### Action item
Take the material below and output exactly the run of lines from the one containing "middle mcp: (429, 348)" down to the one containing "thumb tip: (850, 729)", with both included.

### Provided data
□ □ □ □ □ □ □
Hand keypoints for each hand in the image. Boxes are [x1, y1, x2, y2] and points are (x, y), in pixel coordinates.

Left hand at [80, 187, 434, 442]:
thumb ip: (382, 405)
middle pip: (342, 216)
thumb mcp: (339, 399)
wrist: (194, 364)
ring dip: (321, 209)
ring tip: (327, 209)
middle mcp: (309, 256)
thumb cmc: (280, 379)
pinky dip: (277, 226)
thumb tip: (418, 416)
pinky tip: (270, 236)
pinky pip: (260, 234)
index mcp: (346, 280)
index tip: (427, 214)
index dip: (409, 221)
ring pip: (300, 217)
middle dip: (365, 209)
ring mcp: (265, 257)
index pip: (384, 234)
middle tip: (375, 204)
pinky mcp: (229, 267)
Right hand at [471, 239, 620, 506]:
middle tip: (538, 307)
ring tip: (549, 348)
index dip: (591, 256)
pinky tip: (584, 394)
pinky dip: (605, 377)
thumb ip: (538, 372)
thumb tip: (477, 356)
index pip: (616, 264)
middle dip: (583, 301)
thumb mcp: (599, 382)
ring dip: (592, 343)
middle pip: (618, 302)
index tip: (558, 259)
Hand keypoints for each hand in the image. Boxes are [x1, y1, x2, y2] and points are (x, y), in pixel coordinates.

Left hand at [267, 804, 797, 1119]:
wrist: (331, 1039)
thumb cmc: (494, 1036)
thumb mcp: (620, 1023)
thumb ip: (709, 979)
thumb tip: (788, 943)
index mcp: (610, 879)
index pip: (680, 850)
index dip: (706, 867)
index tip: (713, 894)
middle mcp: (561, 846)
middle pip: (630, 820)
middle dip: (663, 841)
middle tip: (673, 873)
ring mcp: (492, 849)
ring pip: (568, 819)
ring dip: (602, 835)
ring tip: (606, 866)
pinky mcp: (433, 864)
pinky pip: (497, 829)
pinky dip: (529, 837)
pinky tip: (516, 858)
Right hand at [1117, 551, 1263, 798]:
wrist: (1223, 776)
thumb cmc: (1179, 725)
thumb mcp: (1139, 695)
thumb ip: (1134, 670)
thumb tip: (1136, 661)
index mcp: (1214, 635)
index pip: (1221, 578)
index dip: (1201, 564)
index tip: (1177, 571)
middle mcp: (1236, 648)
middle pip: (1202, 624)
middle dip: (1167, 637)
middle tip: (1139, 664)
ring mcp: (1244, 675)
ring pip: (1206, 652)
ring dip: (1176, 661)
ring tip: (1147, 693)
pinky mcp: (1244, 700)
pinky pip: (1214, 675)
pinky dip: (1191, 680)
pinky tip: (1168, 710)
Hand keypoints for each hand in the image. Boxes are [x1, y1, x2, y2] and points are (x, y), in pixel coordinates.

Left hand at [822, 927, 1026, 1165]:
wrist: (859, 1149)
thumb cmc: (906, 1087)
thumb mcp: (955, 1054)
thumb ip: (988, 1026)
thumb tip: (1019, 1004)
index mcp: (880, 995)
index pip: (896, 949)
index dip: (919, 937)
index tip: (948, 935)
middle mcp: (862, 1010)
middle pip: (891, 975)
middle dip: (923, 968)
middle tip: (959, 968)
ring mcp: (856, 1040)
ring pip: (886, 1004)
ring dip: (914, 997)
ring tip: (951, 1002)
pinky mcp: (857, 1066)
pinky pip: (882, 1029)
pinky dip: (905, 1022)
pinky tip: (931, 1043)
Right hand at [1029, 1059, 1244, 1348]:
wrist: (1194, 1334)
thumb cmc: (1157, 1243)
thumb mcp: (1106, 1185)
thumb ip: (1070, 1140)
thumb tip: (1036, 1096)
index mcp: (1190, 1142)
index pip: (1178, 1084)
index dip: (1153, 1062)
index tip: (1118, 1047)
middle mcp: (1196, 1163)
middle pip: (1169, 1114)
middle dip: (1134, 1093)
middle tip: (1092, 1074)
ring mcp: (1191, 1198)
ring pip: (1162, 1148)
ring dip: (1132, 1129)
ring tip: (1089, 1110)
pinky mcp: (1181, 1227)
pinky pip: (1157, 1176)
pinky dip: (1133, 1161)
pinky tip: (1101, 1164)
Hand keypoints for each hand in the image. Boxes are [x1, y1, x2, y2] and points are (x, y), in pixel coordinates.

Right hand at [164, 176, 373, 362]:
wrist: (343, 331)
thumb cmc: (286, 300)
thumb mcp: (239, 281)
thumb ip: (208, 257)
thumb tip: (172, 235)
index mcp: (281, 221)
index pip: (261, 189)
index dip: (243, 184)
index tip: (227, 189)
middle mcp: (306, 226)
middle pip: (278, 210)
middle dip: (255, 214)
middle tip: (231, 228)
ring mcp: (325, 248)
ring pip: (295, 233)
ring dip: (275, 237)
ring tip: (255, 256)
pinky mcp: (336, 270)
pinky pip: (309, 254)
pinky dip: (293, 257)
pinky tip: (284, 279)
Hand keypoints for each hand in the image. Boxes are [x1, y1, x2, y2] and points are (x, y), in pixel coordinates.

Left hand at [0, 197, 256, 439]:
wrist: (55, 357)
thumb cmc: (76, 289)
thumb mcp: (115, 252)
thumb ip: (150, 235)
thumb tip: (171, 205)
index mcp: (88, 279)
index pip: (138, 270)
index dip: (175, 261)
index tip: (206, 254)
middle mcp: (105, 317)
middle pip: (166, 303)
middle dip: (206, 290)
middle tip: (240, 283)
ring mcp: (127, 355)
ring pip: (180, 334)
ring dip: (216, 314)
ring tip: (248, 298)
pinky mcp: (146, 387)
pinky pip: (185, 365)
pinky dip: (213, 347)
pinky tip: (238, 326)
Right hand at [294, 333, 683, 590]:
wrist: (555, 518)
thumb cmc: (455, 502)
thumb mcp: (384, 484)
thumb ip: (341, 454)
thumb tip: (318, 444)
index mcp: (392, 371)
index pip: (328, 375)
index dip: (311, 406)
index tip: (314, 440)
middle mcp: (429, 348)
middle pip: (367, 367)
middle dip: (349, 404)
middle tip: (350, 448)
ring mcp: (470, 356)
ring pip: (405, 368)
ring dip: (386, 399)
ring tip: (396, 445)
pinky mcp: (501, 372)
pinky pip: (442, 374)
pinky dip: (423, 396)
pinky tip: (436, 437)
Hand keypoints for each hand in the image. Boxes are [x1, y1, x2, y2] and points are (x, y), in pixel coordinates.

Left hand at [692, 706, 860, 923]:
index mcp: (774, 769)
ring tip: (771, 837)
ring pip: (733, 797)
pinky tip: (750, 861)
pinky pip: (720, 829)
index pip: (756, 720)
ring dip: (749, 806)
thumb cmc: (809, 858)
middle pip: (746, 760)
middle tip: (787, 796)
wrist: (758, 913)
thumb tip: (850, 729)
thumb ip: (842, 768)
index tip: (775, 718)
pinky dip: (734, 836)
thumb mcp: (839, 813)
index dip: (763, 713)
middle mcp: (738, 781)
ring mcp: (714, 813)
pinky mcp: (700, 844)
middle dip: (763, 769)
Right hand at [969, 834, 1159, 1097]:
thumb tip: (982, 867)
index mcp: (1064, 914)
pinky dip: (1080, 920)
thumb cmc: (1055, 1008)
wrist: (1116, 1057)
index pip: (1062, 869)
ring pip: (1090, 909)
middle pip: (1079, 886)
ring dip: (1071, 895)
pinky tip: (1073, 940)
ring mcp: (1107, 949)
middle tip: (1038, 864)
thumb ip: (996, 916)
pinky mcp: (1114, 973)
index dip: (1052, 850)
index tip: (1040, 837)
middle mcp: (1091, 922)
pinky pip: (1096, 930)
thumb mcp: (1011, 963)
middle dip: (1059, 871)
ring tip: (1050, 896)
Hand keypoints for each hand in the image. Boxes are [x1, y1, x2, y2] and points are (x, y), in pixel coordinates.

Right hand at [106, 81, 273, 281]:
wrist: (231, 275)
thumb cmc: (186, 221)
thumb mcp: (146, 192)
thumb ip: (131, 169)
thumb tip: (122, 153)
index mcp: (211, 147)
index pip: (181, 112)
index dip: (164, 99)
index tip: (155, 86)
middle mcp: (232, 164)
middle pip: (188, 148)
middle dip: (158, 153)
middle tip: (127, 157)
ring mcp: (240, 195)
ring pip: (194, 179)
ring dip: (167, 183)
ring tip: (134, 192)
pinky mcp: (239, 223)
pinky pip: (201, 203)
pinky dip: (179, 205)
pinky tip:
□ □ □ □ □ □ □
### Answer for this exercise
middle mcp: (429, 348)
middle pip: (367, 367)
middle dip: (349, 404)
middle tip: (350, 448)
ring mcp: (470, 356)
ring pip: (405, 368)
ring dip: (386, 399)
ring tip: (396, 445)
pinky mcp: (501, 372)
pinky pip: (442, 374)
pinky dip: (423, 396)
pinky tip: (436, 437)
Hand keypoints for each hand in the image. Boxes are [x1, y1, x2, y2] and points are (x, y), in pixel coordinates.

Left hand at [692, 706, 860, 923]:
index mcp: (774, 769)
ring tip: (771, 837)
ring pip: (733, 797)
pinky tip: (750, 861)
pinky pip: (720, 829)
index pip: (756, 720)
ring dip: (749, 806)
thumb cmc: (809, 858)
middle pip: (746, 760)
middle tip: (787, 796)
wrist: (758, 913)
thumb tip: (850, 729)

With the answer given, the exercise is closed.